**What the exercise asks**
Set down every entry again word for word, please, but skip the pictures.

(Dataset entries)
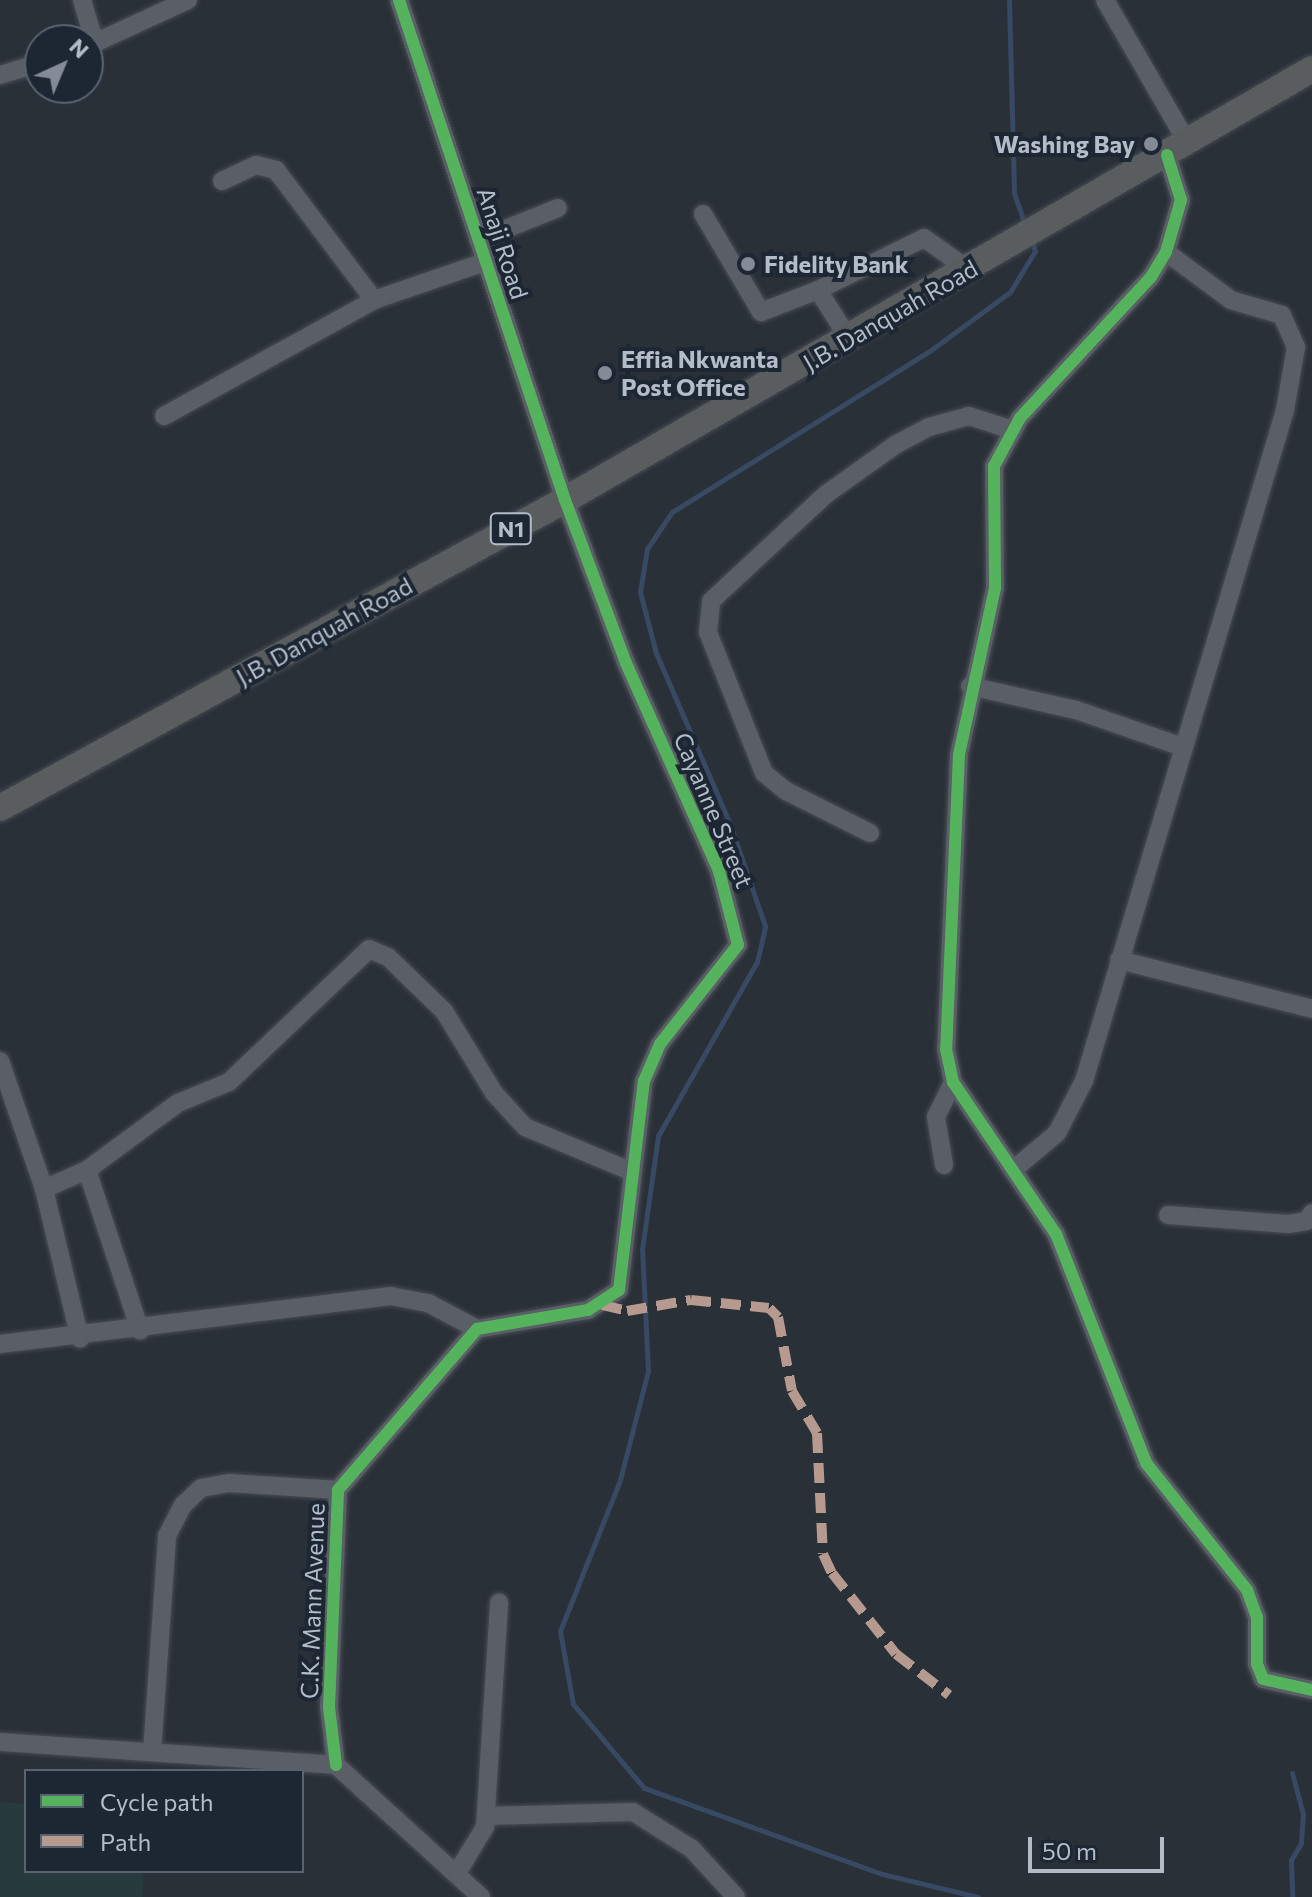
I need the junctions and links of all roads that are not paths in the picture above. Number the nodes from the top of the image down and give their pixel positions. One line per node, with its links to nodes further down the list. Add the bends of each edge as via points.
1 (82, 0): 5 (street)
2 (188, 0): 6 (street)
3 (399, 0): 14 (street, Anaji Road)
4 (1105, 0): 10 (street)
5 (87, 24)
6 (104, 39)
7 (24, 68): 9 (street)
8 (1312, 69): 10 (highway, J.B. Danquah Road / N1)
9 (0, 75)
10 (1177, 149): 15 (street, via 1181,200); 17 (highway, J.B. Danquah Road / N1)
11 (222, 181): 19 (street, via 256,165 276,170)
12 (558, 208): 14 (street)
13 (703, 214): 18 (street, via 761,312)
14 (478, 240): 16 (street, Anaji Road)
15 (1166, 252): 22 (street, via 1151,277); 25 (street, via 1231,300 1282,315 1296,347 1285,410)
16 (485, 262): 19 (street); 23 (street, Anaji Road)
17 (969, 270): 18 (street, via 924,238); 20 (highway, J.B. Danquah Road / N1)
18 (818, 290): 20 (street)
19 (374, 300): 21 (street)
20 (849, 339): 23 (highway, J.B. Danquah Road / N1)
21 (164, 416)
22 (1012, 430): 24 (street, via 994,466 995,588); 27 (street, via 969,416 906,439 825,495 711,601 708,632 764,773 786,791)
23 (565, 500): 26 (highway, J.B. Danquah Road / N1); 35 (street, Cayanne Street, via 626,663 719,871 737,935 735,952 651,1062 638,1102)
24 (970, 686): 25 (street, via 1076,710); 31 (street, via 958,786 946,1049)
25 (1180, 746): 28 (street)
26 (0, 808)
27 (870, 833)
28 (1119, 960): 29 (street); 34 (street, via 1084,1081 1066,1118 1042,1149)
29 (1312, 1009)
30 (0, 1061): 36 (street)
31 (953, 1082): 32 (street, via 936,1117); 34 (street)
32 (944, 1165)
33 (87, 1170): 35 (street, via 178,1103 229,1082 369,949 388,957 444,1011 494,1093 525,1127); 36 (street); 40 (street)
34 (1013, 1170): 45 (street, via 1056,1234 1146,1463 1247,1590 1257,1617 1257,1664 1263,1679)
35 (630, 1171): 39 (street, via 625,1270 613,1298 588,1310)
36 (44, 1189): 41 (street)
37 (1312, 1213): 38 (street, via 1307,1221 1288,1224)
38 (1168, 1215)
39 (477, 1329): 40 (street, via 404,1296); 43 (street, C.K. Mann Avenue)
40 (140, 1330): 41 (street)
41 (80, 1339): 42 (street)
42 (0, 1343)
43 (338, 1490): 47 (street, via 230,1483 201,1488 183,1505 167,1536); 48 (street, C.K. Mann Avenue, via 329,1707)
44 (499, 1602): 49 (street)
45 (1312, 1690)
46 (0, 1742): 47 (street)
47 (152, 1752): 48 (street)
48 (336, 1765): 50 (street)
49 (486, 1816): 50 (street, via 482,1839); 52 (street, via 633,1812 692,1849)
50 (457, 1873): 51 (street)
51 (481, 1897)
52 (736, 1897)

**Your solution**
I need the junctions and links of all roads that are not paths in the picture above. Number the nodes from the top of the image down and give their pixel positions. One line per node, with its links to nodes further down the list. Add the bends of each edge as via points.
1 (82, 0): 5 (street)
2 (188, 0): 6 (street)
3 (399, 0): 14 (street, Anaji Road)
4 (1105, 0): 10 (street)
5 (87, 24)
6 (104, 39)
7 (24, 68): 9 (street)
8 (1312, 69): 10 (highway, J.B. Danquah Road / N1)
9 (0, 75)
10 (1177, 149): 15 (street, via 1181,200); 17 (highway, J.B. Danquah Road / N1)
11 (222, 181): 19 (street, via 256,165 276,170)
12 (558, 208): 14 (street)
13 (703, 214): 18 (street, via 761,312)
14 (478, 240): 16 (street, Anaji Road)
15 (1166, 252): 22 (street, via 1151,277); 25 (street, via 1231,300 1282,315 1296,347 1285,410)
16 (485, 262): 19 (street); 23 (street, Anaji Road)
17 (969, 270): 18 (street, via 924,238); 20 (highway, J.B. Danquah Road / N1)
18 (818, 290): 20 (street)
19 (374, 300): 21 (street)
20 (849, 339): 23 (highway, J.B. Danquah Road / N1)
21 (164, 416)
22 (1012, 430): 24 (street, via 994,466 995,588); 27 (street, via 969,416 906,439 825,495 711,601 708,632 764,773 786,791)
23 (565, 500): 26 (highway, J.B. Danquah Road / N1); 35 (street, Cayanne Street, via 626,663 719,871 737,935 735,952 651,1062 638,1102)
24 (970, 686): 25 (street, via 1076,710); 31 (street, via 958,786 946,1049)
25 (1180, 746): 28 (street)
26 (0, 808)
27 (870, 833)
28 (1119, 960): 29 (street); 34 (street, via 1084,1081 1066,1118 1042,1149)
29 (1312, 1009)
30 (0, 1061): 36 (street)
31 (953, 1082): 32 (street, via 936,1117); 34 (street)
32 (944, 1165)
33 (87, 1170): 35 (street, via 178,1103 229,1082 369,949 388,957 444,1011 494,1093 525,1127); 36 (street); 40 (street)
34 (1013, 1170): 45 (street, via 1056,1234 1146,1463 1247,1590 1257,1617 1257,1664 1263,1679)
35 (630, 1171): 39 (street, via 625,1270 613,1298 588,1310)
36 (44, 1189): 41 (street)
37 (1312, 1213): 38 (street, via 1307,1221 1288,1224)
38 (1168, 1215)
39 (477, 1329): 40 (street, via 404,1296); 43 (street, C.K. Mann Avenue)
40 (140, 1330): 41 (street)
41 (80, 1339): 42 (street)
42 (0, 1343)
43 (338, 1490): 47 (street, via 230,1483 201,1488 183,1505 167,1536); 48 (street, C.K. Mann Avenue, via 329,1707)
44 (499, 1602): 49 (street)
45 (1312, 1690)
46 (0, 1742): 47 (street)
47 (152, 1752): 48 (street)
48 (336, 1765): 50 (street)
49 (486, 1816): 50 (street, via 482,1839); 52 (street, via 633,1812 692,1849)
50 (457, 1873): 51 (street)
51 (481, 1897)
52 (736, 1897)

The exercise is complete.